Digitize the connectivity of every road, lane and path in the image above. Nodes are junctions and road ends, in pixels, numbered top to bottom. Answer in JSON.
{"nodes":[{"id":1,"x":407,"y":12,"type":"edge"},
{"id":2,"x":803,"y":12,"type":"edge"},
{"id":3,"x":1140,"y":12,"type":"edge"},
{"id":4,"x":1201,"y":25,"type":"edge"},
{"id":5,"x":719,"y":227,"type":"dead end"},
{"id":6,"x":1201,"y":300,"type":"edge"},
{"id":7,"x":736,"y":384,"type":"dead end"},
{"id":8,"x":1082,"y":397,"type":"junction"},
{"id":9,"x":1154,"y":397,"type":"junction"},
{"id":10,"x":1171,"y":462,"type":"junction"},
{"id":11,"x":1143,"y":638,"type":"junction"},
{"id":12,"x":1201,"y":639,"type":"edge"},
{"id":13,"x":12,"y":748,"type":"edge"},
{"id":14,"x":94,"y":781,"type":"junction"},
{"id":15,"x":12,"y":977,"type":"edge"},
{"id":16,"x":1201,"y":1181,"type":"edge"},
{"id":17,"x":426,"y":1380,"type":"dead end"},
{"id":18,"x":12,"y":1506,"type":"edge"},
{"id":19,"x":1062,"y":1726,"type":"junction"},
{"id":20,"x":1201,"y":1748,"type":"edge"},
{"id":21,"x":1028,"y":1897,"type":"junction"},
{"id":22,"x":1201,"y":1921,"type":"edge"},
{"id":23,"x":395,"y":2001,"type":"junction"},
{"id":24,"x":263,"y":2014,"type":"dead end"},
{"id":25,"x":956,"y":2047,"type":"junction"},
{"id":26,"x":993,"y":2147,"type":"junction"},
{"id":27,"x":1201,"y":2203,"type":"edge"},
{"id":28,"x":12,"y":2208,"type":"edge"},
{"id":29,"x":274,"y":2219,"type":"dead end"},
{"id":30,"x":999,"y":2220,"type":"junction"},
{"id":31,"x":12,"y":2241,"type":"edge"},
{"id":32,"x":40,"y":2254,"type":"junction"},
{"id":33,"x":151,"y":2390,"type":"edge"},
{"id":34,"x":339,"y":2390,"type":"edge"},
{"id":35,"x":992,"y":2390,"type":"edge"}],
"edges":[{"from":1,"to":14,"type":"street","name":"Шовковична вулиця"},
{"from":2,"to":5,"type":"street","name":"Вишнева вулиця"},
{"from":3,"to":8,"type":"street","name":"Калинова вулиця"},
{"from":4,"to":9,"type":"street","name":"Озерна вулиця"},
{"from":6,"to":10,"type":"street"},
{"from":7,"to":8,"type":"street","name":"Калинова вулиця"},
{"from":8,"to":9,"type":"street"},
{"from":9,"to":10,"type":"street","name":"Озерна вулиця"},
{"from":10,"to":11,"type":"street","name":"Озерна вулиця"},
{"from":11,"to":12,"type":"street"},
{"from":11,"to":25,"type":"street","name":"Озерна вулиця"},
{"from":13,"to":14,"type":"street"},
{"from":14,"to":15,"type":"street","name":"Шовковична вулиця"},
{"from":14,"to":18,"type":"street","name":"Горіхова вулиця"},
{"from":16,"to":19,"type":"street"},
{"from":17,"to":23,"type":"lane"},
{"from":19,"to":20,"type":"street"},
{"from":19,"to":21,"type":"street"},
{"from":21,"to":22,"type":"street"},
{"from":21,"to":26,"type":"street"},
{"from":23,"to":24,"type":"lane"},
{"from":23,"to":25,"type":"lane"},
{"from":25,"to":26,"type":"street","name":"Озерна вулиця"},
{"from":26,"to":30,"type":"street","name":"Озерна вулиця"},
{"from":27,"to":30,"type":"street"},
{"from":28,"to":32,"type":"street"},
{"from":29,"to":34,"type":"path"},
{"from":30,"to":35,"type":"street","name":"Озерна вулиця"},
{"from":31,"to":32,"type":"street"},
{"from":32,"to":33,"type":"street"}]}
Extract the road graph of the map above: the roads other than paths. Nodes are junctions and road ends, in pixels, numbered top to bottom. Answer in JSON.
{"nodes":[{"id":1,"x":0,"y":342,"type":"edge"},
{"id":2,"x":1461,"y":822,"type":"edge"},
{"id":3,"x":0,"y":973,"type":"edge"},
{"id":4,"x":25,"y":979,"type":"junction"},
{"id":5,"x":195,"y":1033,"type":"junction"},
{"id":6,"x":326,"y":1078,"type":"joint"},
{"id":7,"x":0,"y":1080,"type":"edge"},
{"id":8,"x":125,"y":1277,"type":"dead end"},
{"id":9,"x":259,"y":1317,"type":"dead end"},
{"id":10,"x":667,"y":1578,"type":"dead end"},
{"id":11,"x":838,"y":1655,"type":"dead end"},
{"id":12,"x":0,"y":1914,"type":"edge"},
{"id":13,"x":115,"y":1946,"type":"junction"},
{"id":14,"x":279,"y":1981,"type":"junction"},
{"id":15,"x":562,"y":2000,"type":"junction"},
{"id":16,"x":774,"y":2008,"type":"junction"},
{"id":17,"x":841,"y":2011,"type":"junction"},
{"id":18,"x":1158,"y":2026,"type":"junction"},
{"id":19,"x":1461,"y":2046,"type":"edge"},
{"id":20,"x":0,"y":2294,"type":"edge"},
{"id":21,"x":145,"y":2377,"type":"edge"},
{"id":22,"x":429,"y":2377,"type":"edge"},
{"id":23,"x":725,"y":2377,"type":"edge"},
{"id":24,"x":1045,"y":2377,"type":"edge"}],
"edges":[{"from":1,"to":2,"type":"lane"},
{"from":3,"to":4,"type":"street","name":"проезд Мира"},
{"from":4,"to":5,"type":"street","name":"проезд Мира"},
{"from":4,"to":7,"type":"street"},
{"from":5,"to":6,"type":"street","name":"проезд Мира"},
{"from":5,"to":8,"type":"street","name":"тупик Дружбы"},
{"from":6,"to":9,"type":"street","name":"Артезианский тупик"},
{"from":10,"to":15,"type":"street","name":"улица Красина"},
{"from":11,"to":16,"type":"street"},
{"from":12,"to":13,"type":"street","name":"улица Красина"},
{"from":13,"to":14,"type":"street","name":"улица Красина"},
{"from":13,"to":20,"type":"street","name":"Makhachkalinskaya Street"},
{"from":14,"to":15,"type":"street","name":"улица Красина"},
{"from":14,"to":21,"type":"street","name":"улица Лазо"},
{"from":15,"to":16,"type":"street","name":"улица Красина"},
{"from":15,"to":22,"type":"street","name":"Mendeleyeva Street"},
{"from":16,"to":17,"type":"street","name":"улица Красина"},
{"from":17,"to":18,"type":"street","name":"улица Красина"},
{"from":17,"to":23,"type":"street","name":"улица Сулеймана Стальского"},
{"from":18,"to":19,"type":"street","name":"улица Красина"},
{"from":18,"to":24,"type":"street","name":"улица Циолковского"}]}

**WHAT THE EXERCISE ASKS**
Go through the entries above and write each one out exactly.

**ANSWER BOX**
Digitize the connectivity of every road, lane and path in the image above. Nodes are junctions and road ends, in pixels, numbered top to bottom. Answer in JSON.
{"nodes":[{"id":1,"x":407,"y":12,"type":"edge"},
{"id":2,"x":803,"y":12,"type":"edge"},
{"id":3,"x":1140,"y":12,"type":"edge"},
{"id":4,"x":1201,"y":25,"type":"edge"},
{"id":5,"x":719,"y":227,"type":"dead end"},
{"id":6,"x":1201,"y":300,"type":"edge"},
{"id":7,"x":736,"y":384,"type":"dead end"},
{"id":8,"x":1082,"y":397,"type":"junction"},
{"id":9,"x":1154,"y":397,"type":"junction"},
{"id":10,"x":1171,"y":462,"type":"junction"},
{"id":11,"x":1143,"y":638,"type":"junction"},
{"id":12,"x":1201,"y":639,"type":"edge"},
{"id":13,"x":12,"y":748,"type":"edge"},
{"id":14,"x":94,"y":781,"type":"junction"},
{"id":15,"x":12,"y":977,"type":"edge"},
{"id":16,"x":1201,"y":1181,"type":"edge"},
{"id":17,"x":426,"y":1380,"type":"dead end"},
{"id":18,"x":12,"y":1506,"type":"edge"},
{"id":19,"x":1062,"y":1726,"type":"junction"},
{"id":20,"x":1201,"y":1748,"type":"edge"},
{"id":21,"x":1028,"y":1897,"type":"junction"},
{"id":22,"x":1201,"y":1921,"type":"edge"},
{"id":23,"x":395,"y":2001,"type":"junction"},
{"id":24,"x":263,"y":2014,"type":"dead end"},
{"id":25,"x":956,"y":2047,"type":"junction"},
{"id":26,"x":993,"y":2147,"type":"junction"},
{"id":27,"x":1201,"y":2203,"type":"edge"},
{"id":28,"x":12,"y":2208,"type":"edge"},
{"id":29,"x":274,"y":2219,"type":"dead end"},
{"id":30,"x":999,"y":2220,"type":"junction"},
{"id":31,"x":12,"y":2241,"type":"edge"},
{"id":32,"x":40,"y":2254,"type":"junction"},
{"id":33,"x":151,"y":2390,"type":"edge"},
{"id":34,"x":339,"y":2390,"type":"edge"},
{"id":35,"x":992,"y":2390,"type":"edge"}],
"edges":[{"from":1,"to":14,"type":"street","name":"Шовковична вулиця"},
{"from":2,"to":5,"type":"street","name":"Вишнева вулиця"},
{"from":3,"to":8,"type":"street","name":"Калинова вулиця"},
{"from":4,"to":9,"type":"street","name":"Озерна вулиця"},
{"from":6,"to":10,"type":"street"},
{"from":7,"to":8,"type":"street","name":"Калинова вулиця"},
{"from":8,"to":9,"type":"street"},
{"from":9,"to":10,"type":"street","name":"Озерна вулиця"},
{"from":10,"to":11,"type":"street","name":"Озерна вулиця"},
{"from":11,"to":12,"type":"street"},
{"from":11,"to":25,"type":"street","name":"Озерна вулиця"},
{"from":13,"to":14,"type":"street"},
{"from":14,"to":15,"type":"street","name":"Шовковична вулиця"},
{"from":14,"to":18,"type":"street","name":"Горіхова вулиця"},
{"from":16,"to":19,"type":"street"},
{"from":17,"to":23,"type":"lane"},
{"from":19,"to":20,"type":"street"},
{"from":19,"to":21,"type":"street"},
{"from":21,"to":22,"type":"street"},
{"from":21,"to":26,"type":"street"},
{"from":23,"to":24,"type":"lane"},
{"from":23,"to":25,"type":"lane"},
{"from":25,"to":26,"type":"street","name":"Озерна вулиця"},
{"from":26,"to":30,"type":"street","name":"Озерна вулиця"},
{"from":27,"to":30,"type":"street"},
{"from":28,"to":32,"type":"street"},
{"from":29,"to":34,"type":"path"},
{"from":30,"to":35,"type":"street","name":"Озерна вулиця"},
{"from":31,"to":32,"type":"street"},
{"from":32,"to":33,"type":"street"}]}
Extract the road graph of the map above: the roads other than paths. Nodes are junctions and road ends, in pixels, numbered top to bottom. Answer in JSON.
{"nodes":[{"id":1,"x":0,"y":342,"type":"edge"},
{"id":2,"x":1461,"y":822,"type":"edge"},
{"id":3,"x":0,"y":973,"type":"edge"},
{"id":4,"x":25,"y":979,"type":"junction"},
{"id":5,"x":195,"y":1033,"type":"junction"},
{"id":6,"x":326,"y":1078,"type":"joint"},
{"id":7,"x":0,"y":1080,"type":"edge"},
{"id":8,"x":125,"y":1277,"type":"dead end"},
{"id":9,"x":259,"y":1317,"type":"dead end"},
{"id":10,"x":667,"y":1578,"type":"dead end"},
{"id":11,"x":838,"y":1655,"type":"dead end"},
{"id":12,"x":0,"y":1914,"type":"edge"},
{"id":13,"x":115,"y":1946,"type":"junction"},
{"id":14,"x":279,"y":1981,"type":"junction"},
{"id":15,"x":562,"y":2000,"type":"junction"},
{"id":16,"x":774,"y":2008,"type":"junction"},
{"id":17,"x":841,"y":2011,"type":"junction"},
{"id":18,"x":1158,"y":2026,"type":"junction"},
{"id":19,"x":1461,"y":2046,"type":"edge"},
{"id":20,"x":0,"y":2294,"type":"edge"},
{"id":21,"x":145,"y":2377,"type":"edge"},
{"id":22,"x":429,"y":2377,"type":"edge"},
{"id":23,"x":725,"y":2377,"type":"edge"},
{"id":24,"x":1045,"y":2377,"type":"edge"}],
"edges":[{"from":1,"to":2,"type":"lane"},
{"from":3,"to":4,"type":"street","name":"проезд Мира"},
{"from":4,"to":5,"type":"street","name":"проезд Мира"},
{"from":4,"to":7,"type":"street"},
{"from":5,"to":6,"type":"street","name":"проезд Мира"},
{"from":5,"to":8,"type":"street","name":"тупик Дружбы"},
{"from":6,"to":9,"type":"street","name":"Артезианский тупик"},
{"from":10,"to":15,"type":"street","name":"улица Красина"},
{"from":11,"to":16,"type":"street"},
{"from":12,"to":13,"type":"street","name":"улица Красина"},
{"from":13,"to":14,"type":"street","name":"улица Красина"},
{"from":13,"to":20,"type":"street","name":"Makhachkalinskaya Street"},
{"from":14,"to":15,"type":"street","name":"улица Красина"},
{"from":14,"to":21,"type":"street","name":"улица Лазо"},
{"from":15,"to":16,"type":"street","name":"улица Красина"},
{"from":15,"to":22,"type":"street","name":"Mendeleyeva Street"},
{"from":16,"to":17,"type":"street","name":"улица Красина"},
{"from":17,"to":18,"type":"street","name":"улица Красина"},
{"from":17,"to":23,"type":"street","name":"улица Сулеймана Стальского"},
{"from":18,"to":19,"type":"street","name":"улица Красина"},
{"from":18,"to":24,"type":"street","name":"улица Циолковского"}]}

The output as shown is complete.